Aim of the task
Check every line of the data and copy the ones where "川越上尾線旧道" appears.

Materials provided
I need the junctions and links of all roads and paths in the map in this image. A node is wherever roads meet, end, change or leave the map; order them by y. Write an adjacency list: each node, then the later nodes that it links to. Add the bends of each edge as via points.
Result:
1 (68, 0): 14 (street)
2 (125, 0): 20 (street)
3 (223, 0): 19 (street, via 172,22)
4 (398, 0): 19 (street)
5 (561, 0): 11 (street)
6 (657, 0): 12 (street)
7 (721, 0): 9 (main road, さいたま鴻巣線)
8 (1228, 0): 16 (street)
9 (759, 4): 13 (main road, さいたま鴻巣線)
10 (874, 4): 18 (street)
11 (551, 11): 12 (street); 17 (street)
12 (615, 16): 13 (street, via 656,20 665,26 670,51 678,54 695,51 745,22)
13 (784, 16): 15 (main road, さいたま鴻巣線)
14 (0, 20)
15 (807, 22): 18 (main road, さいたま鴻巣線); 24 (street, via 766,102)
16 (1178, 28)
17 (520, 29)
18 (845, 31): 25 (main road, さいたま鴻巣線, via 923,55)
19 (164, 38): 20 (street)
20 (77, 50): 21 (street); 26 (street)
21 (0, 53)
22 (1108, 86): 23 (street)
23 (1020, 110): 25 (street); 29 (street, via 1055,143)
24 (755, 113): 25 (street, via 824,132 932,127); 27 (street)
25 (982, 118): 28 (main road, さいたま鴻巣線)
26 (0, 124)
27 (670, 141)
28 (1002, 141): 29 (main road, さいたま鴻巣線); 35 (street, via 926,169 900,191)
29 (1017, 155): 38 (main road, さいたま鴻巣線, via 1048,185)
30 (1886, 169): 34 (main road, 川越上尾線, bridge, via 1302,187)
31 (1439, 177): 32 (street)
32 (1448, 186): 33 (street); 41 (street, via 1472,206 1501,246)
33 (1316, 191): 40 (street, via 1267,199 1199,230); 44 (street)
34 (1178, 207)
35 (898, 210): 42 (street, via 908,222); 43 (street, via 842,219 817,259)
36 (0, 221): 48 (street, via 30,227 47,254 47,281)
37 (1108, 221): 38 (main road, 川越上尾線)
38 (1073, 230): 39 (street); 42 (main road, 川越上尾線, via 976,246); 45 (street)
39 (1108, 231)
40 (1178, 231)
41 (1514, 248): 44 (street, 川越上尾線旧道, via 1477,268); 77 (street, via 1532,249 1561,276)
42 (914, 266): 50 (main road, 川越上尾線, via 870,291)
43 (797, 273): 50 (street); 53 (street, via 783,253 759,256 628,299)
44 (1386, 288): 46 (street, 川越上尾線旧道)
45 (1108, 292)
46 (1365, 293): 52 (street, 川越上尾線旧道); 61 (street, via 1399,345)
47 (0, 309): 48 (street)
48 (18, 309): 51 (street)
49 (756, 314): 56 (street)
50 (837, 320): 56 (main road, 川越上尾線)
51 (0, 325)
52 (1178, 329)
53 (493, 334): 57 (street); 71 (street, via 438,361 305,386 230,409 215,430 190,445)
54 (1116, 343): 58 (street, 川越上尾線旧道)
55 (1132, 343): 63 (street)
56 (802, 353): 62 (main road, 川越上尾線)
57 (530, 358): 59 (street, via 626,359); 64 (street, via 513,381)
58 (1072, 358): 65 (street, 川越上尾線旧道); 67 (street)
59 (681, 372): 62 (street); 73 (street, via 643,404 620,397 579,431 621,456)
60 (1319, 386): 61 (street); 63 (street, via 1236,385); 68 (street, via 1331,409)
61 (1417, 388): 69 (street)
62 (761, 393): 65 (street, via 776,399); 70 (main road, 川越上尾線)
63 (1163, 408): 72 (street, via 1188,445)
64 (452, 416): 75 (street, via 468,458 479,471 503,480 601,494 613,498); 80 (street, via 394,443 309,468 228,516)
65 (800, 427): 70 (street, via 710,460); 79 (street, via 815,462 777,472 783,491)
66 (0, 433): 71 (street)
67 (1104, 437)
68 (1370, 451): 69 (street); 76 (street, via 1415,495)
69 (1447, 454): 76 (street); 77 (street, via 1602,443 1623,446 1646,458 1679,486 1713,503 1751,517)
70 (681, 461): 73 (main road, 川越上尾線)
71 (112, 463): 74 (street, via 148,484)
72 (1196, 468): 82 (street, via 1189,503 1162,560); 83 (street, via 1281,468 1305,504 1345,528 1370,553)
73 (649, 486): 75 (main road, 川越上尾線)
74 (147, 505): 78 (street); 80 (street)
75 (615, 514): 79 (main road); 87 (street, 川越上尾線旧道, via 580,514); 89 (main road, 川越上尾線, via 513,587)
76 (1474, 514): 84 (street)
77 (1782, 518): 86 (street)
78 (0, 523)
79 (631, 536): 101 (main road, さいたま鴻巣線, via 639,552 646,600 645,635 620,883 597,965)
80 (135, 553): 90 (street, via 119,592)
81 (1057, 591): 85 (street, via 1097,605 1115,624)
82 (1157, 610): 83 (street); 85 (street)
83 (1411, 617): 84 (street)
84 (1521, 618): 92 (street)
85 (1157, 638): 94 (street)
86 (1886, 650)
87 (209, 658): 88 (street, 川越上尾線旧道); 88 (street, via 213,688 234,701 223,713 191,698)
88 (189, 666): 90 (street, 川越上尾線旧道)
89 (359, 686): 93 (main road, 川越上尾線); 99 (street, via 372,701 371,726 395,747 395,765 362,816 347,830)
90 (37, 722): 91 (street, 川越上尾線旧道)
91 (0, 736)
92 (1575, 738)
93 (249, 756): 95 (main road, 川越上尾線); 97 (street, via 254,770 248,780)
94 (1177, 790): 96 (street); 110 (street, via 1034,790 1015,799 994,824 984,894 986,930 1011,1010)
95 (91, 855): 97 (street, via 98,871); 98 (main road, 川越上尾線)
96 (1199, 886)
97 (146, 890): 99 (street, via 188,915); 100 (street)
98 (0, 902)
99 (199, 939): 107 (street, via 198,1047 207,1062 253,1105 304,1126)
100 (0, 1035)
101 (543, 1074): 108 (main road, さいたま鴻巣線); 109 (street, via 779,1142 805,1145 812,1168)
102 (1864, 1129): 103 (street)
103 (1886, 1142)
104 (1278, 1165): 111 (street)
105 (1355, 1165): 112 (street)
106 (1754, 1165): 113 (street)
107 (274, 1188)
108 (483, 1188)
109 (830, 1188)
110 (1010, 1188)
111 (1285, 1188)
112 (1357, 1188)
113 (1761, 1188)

Output for this task
41 (1514, 248): 44 (street, 川越上尾線旧道, via 1477,268); 77 (street, via 1532,249 1561,276)
44 (1386, 288): 46 (street, 川越上尾線旧道)
46 (1365, 293): 52 (street, 川越上尾線旧道); 61 (street, via 1399,345)
54 (1116, 343): 58 (street, 川越上尾線旧道)
58 (1072, 358): 65 (street, 川越上尾線旧道); 67 (street)
75 (615, 514): 79 (main road); 87 (street, 川越上尾線旧道, via 580,514); 89 (main road, 川越上尾線, via 513,587)
87 (209, 658): 88 (street, 川越上尾線旧道); 88 (street, via 213,688 234,701 223,713 191,698)
88 (189, 666): 90 (street, 川越上尾線旧道)
90 (37, 722): 91 (street, 川越上尾線旧道)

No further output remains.